Sebald’s papers, as we shall see, reveal the movement of his poetic work since the mid-1960s as a kind of “rolling” project or cascade, culminating in the publication of Nach der Natur ( After Nature ) in 1988. Significantly, however, the three sections of this volume were completed somewhat earlier, with the middle section completed by 1984. It is likely that this and the next year were decisive, marking both the moment of Sebald’s turn to longer narrative forms and, simultaneously, the provisional curtailment of his plan to publish a volume of shorter poems. The three sections of Nach der Natur first appeared in the Austrian journal Manuskripte: “And If I Remained by the Outermost Sea” (October 1984); “As the Snow on the Alps” (June 1986); and “Dark Night Sallies Forth” (March 1987). Michael Hamburger’s English translation After Nature , whose three sections I have cited here, was published in 2002.
What the papers in the Marbach archive show us is that Sebald’s typescript volume “School Latin” inherited poems from an even earlier, albeit more fragmentary, file: “Poemtrees,” more a loose bundle of poems than a collection. Twelve poems from this earliest grouping, which are included in the present volume as the first twelve translations in the section “Poemtrees,” represent Sebald’s earliest publications, appearing in a Freiburg students’ magazine (1964–65).
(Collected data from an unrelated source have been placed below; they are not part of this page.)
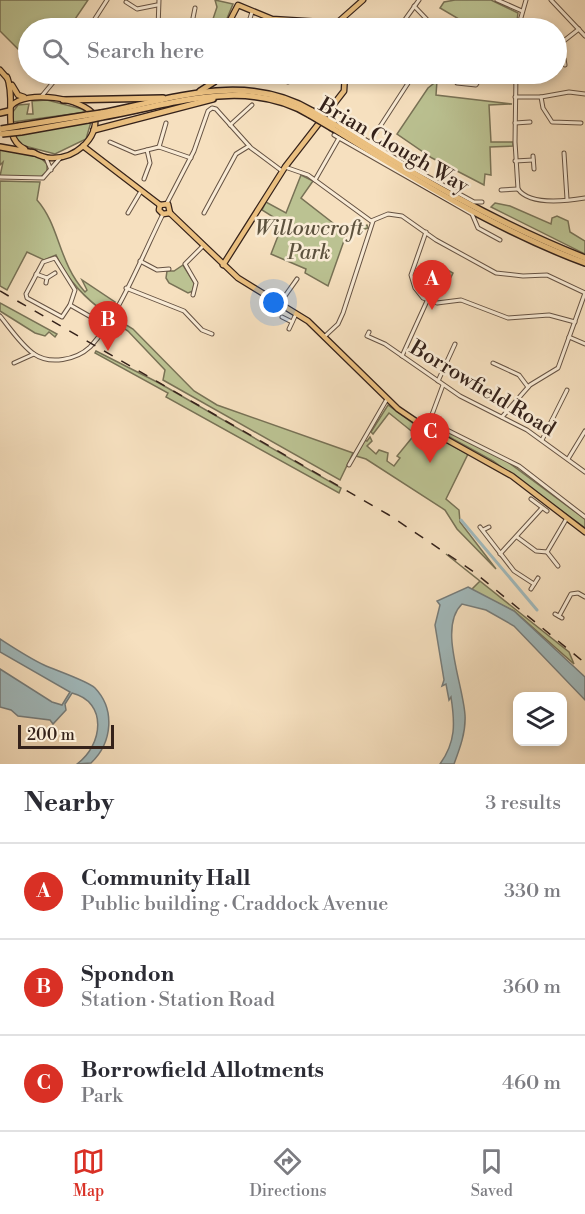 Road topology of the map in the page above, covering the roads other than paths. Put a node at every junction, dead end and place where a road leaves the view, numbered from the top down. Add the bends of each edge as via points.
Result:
1 (107, 0) edge
2 (159, 0) edge
3 (363, 0) edge
4 (419, 0) edge
5 (496, 0) edge
6 (526, 0) edge
7 (551, 0) edge
8 (126, 2) dead end
9 (239, 3) edge
10 (157, 5) junction
11 (414, 6) junction
12 (196, 10) dead end
13 (522, 11) junction
14 (252, 12) junction
15 (95, 18) edge
16 (158, 18) edge
17 (193, 18) edge
18 (231, 18) edge
19 (250, 18) edge
20 (267, 18) edge
21 (344, 18) edge
22 (406, 18) edge
23 (425, 18) edge
24 (520, 18) edge
25 (579, 28) junction
26 (585, 36) edge
27 (567, 38) edge
28 (0, 70) edge
29 (7, 77) junction
30 (53, 84) edge
31 (211, 84) edge
32 (346, 84) edge
33 (408, 84) edge
34 (516, 84) edge
35 (50, 89) junction
36 (585, 94) edge
37 (190, 95) junction
38 (223, 96) junction
39 (40, 97) junction
40 (515, 97) junction
41 (541, 97) junction
42 (27, 98) junction
43 (53, 98) junction
44 (175, 98) junction
45 (63, 100) junction
46 (252, 105) dead end
47 (10, 108) junction
48 (0, 113) edge
49 (311, 113) junction
50 (102, 115) junction
51 (530, 122) dead end
52 (166, 123) dead end
53 (515, 123) junction
54 (581, 123) dead end
55 (230, 125) junction
56 (335, 125) junction
57 (1, 132) edge
58 (93, 133) junction
59 (334, 135) dead end
60 (339, 138) junction
61 (110, 142) dead end
62 (370, 142) junction
63 (83, 146) junction
64 (249, 146) junction
65 (0, 147) edge
66 (159, 147) junction
67 (147, 150) junction
68 (34, 153) junction
69 (95, 153) junction
70 (564, 153) dead end
71 (62, 155) junction
72 (44, 157) junction
73 (191, 158) junction
74 (515, 161) junction
75 (283, 169) junction
76 (534, 169) dead end
77 (51, 170) junction
78 (0, 177) edge
79 (144, 179) dead end
80 (315, 180) junction
81 (518, 189) junction
82 (501, 190) dead end
83 (141, 191) junction
84 (585, 198) edge
85 (567, 200) junction
86 (482, 202) dead end
87 (166, 203) junction
88 (160, 205) junction
89 (128, 213) dead end
90 (170, 213) junction
91 (204, 213) dead end
92 (163, 214) junction
93 (373, 221) junction
94 (426, 232) junction
95 (500, 240) dead end
96 (204, 245) junction
97 (585, 258) edge
98 (140, 261) junction
99 (585, 263) edge
100 (223, 265) junction
101 (170, 268) dead end
102 (164, 270) junction
103 (54, 273) dead end
104 (36, 274) junction
105 (164, 278) dead end
106 (297, 279) dead end
107 (126, 288) junction
108 (585, 293) edge
109 (193, 295) dead end
110 (427, 301) junction
111 (280, 303) junction
112 (70, 305) junction
113 (297, 313) junction
114 (0, 316) edge
115 (282, 317) dead end
116 (292, 322) junction
117 (575, 322) junction
118 (105, 326) junction
119 (289, 329) dead end
120 (369, 332) dead end
121 (212, 334) dead end
122 (324, 337) junction
123 (569, 337) junction
124 (456, 344) dead end
125 (585, 344) edge
126 (34, 354) junction
127 (402, 356) junction
128 (14, 363) dead end
129 (493, 363) dead end
130 (438, 381) junction
131 (443, 385) junction
132 (528, 387) junction
133 (567, 390) dead end
134 (387, 399) junction
135 (502, 417) junction
136 (429, 422) junction
137 (426, 428) junction
138 (585, 431) edge
139 (542, 440) junction
140 (568, 459) junction
141 (349, 465) dead end
142 (585, 472) edge
143 (531, 498) dead end
144 (542, 508) junction
145 (547, 512) dead end
146 (585, 517) edge
147 (567, 519) junction
148 (489, 527) dead end
149 (585, 532) edge
150 (517, 537) junction
151 (547, 552) junction
152 (500, 554) junction
153 (560, 558) dead end
154 (555, 562) junction
155 (558, 566) dead end
156 (538, 578) dead end
157 (534, 584) junction
158 (531, 589) dead end
159 (585, 597) edge
160 (559, 616) dead end

1 - 15 street
2 - 10 street
3 - 21 main road
4 - 11 street
5 - 13 street
6 - 13 street
7 - 25 street
8 - 10 street via 133,9
9 - 14 main road
9 - 18 main road
10 - 16 street
11 - 22 street
11 - 23 street
12 - 17 street
13 - 24 street
14 - 19 street
14 - 20 main road
25 - 26 street
25 - 27 street
28 - 29 main road
29 - 42 main road via 17,94
29 - 47 main road via 12,92
30 - 35 street
31 - 37 highway
32 - 75 main road via 344,92
33 - 62 street
34 - 40 street
35 - 39 street
35 - 43 street
36 - 41 street via 566,92
37 - 44 highway, Brian Clough Way
37 - 49 highway, Brian Clough Way via 229,89 257,90 285,97
38 - 49 highway, Brian Clough Way via 270,98
38 - 50 highway, Brian Clough Way
38 - 58 highway
39 - 42 main road
39 - 43 main road
40 - 41 street
40 - 53 street
41 - 54 street via 552,122
42 - 47 main road
43 - 45 main road
44 - 45 highway
44 - 50 highway, Brian Clough Way
45 - 58 main road via 92,111 96,121
46 - 55 street
47 - 48 highway
47 - 68 main road via 12,140
49 - 56 highway, Brian Clough Way, bridge
50 - 57 highway, Brian Clough Way, bridge
51 - 53 street
52 - 66 street
53 - 74 street
55 - 64 street
55 - 73 street via 214,108 208,111
56 - 62 street
56 - 97 highway, Brian Clough Way via 472,205
56 - 99 highway, Brian Clough Way via 453,200
58 - 63 main road
58 - 69 main road
59 - 60 street
60 - 80 street
60 - 95 street via 472,214 478,228
61 - 67 street via 135,153
62 - 86 street via 464,197
63 - 69 main road
63 - 71 main road
64 - 75 street
64 - 91 street via 236,154
65 - 68 highway
66 - 67 street
66 - 73 street
67 - 79 street via 150,164
68 - 72 main road
69 - 83 main road
70 - 85 street
71 - 72 main road
71 - 77 street
72 - 77 street
73 - 87 street
74 - 76 street via 533,158
74 - 81 street
75 - 80 street
75 - 100 main road
77 - 78 street via 39,179
80 - 93 street
81 - 82 street
81 - 85 street via 533,198
83 - 88 main road
83 - 89 street
84 - 85 street
87 - 88 main road
87 - 90 main road
88 - 92 main road
90 - 92 main road
90 - 96 main road
92 - 98 street
93 - 94 street via 384,214 396,214
93 - 122 street via 343,313
94 - 108 street via 498,274 545,275
94 - 110 street via 413,268 415,288
96 - 100 main road
96 - 109 street via 185,264 196,283
98 - 102 street
98 - 107 street
100 - 111 main road
101 - 102 street
102 - 105 street
103 - 104 street via 46,281
104 - 112 street via 43,262 55,258 75,290
104 - 112 street via 27,298 62,317
106 - 111 street
107 - 118 street
107 - 121 street via 184,311 202,330
108 - 117 street
110 - 117 street via 461,300 508,318 549,315
110 - 127 street
111 - 113 main road
112 - 118 street
113 - 116 street
113 - 122 main road
114 - 126 street
115 - 116 street
116 - 119 street
117 - 123 street
118 - 126 street via 86,349 62,360
120 - 127 street, Borrowfield Road via 367,336
122 - 134 main road
123 - 125 street
123 - 132 street via 558,368
124 - 130 street
126 - 128 street
127 - 130 street, Borrowfield Road
129 - 132 street via 519,375
130 - 131 street, Borrowfield Road
131 - 135 street, Borrowfield Road
131 - 136 street
132 - 135 street
133 - 139 street
134 - 137 main road
134 - 141 street
135 - 139 street, Borrowfield Road
136 - 137 street
136 - 146 street via 510,461
137 - 147 main road via 496,465
138 - 140 street
139 - 140 street, Borrowfield Road
140 - 142 street, Borrowfield Road
143 - 144 street
144 - 145 street
144 - 150 street
147 - 149 main road
147 - 151 street
148 - 152 street via 482,529
150 - 151 street via 536,551
150 - 152 street
151 - 154 street
152 - 157 street via 519,575
153 - 154 street
154 - 155 street
156 - 157 street
157 - 158 street
159 - 160 street via 571,594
The collection “School Latin” supplied seventeen poems, many of them in revised versions — to the subsequent collection “Across the Land and the Water.” Similarly, the final section of this volume, consisting of the full text of “And If I Remained by the Outermost Sea,” went on to form the second of the three sections of After Nature . Furthermore, the third and final section of After Nature (“Dark Night Sallies Forth”) incorporates at least eighteen shorter poems, half of them in their entirety and all of them cut from the typescript of “Across the Land and the Water.” Whole poems that Sebald pasted verbatim into the final section of After Nature have not been included in the present volume.
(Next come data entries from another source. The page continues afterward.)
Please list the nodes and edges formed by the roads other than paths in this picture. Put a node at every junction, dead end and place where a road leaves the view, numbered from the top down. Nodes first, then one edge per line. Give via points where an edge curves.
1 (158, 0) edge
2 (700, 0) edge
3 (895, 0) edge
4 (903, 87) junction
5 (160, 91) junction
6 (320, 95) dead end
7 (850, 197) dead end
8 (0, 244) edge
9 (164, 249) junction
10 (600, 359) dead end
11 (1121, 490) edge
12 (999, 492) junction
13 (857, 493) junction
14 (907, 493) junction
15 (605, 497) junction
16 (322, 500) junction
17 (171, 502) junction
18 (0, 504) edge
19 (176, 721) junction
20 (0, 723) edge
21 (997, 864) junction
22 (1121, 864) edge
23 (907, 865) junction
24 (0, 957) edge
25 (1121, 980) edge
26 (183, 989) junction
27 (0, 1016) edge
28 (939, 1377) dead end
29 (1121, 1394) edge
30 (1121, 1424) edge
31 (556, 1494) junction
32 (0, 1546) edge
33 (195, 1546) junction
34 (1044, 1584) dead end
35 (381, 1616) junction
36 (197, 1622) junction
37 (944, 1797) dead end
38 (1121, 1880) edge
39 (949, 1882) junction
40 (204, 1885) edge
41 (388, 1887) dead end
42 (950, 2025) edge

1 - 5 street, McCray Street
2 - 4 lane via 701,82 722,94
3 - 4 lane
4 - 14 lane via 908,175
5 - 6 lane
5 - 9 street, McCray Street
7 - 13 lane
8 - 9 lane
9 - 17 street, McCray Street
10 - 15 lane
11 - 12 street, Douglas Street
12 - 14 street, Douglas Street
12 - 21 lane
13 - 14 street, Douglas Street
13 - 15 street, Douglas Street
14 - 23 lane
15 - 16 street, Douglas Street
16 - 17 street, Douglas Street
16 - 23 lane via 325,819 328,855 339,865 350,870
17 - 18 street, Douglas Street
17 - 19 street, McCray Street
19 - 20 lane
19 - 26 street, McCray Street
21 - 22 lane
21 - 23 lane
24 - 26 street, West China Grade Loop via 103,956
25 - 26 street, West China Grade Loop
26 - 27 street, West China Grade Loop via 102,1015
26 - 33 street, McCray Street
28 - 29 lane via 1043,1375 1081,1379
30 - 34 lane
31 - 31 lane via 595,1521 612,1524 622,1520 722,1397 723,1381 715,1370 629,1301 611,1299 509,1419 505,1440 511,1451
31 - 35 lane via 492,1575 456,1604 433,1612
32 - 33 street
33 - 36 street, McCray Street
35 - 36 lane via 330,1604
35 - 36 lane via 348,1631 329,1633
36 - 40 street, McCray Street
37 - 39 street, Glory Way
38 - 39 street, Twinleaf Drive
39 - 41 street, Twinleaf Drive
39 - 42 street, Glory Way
In conclusion, Sebald’s decision, in 1984, to publish the final section of “Across the Land and the Water” in Manuskripte , and — possibly in the same year — to allow “Dark Night Sallies Forth” to “cannibalize” the shorter poems of “Across the Land and the Water,” heralded the beginning of an entirely new poetic project and paved the way for the completed typescript of the tripartite narrative poem Nach der Natur to be sent to various publishers in November of 1985. At the same time, however, the concomitant attenuation of the “Über das Land und das Wasser” typescript effectively ended any plans the author may have harbored to publish a collection of poems based on the material assembled since “Poemtrees.” Some readers may agree with W. G. Sebald that prose was the medium to which his hand was best suited. Poems written after the mid-1980s, however, not only make it clear that poetry remained an important medium to Sebald until the end of his life (as volumes such as For Years Now and Unerzählt [Unrecounted] attest) but also suggest that, had events unfolded differently, he might have returned to the project of assembling a volume — one that would surely have included many of the later poems in the present collection.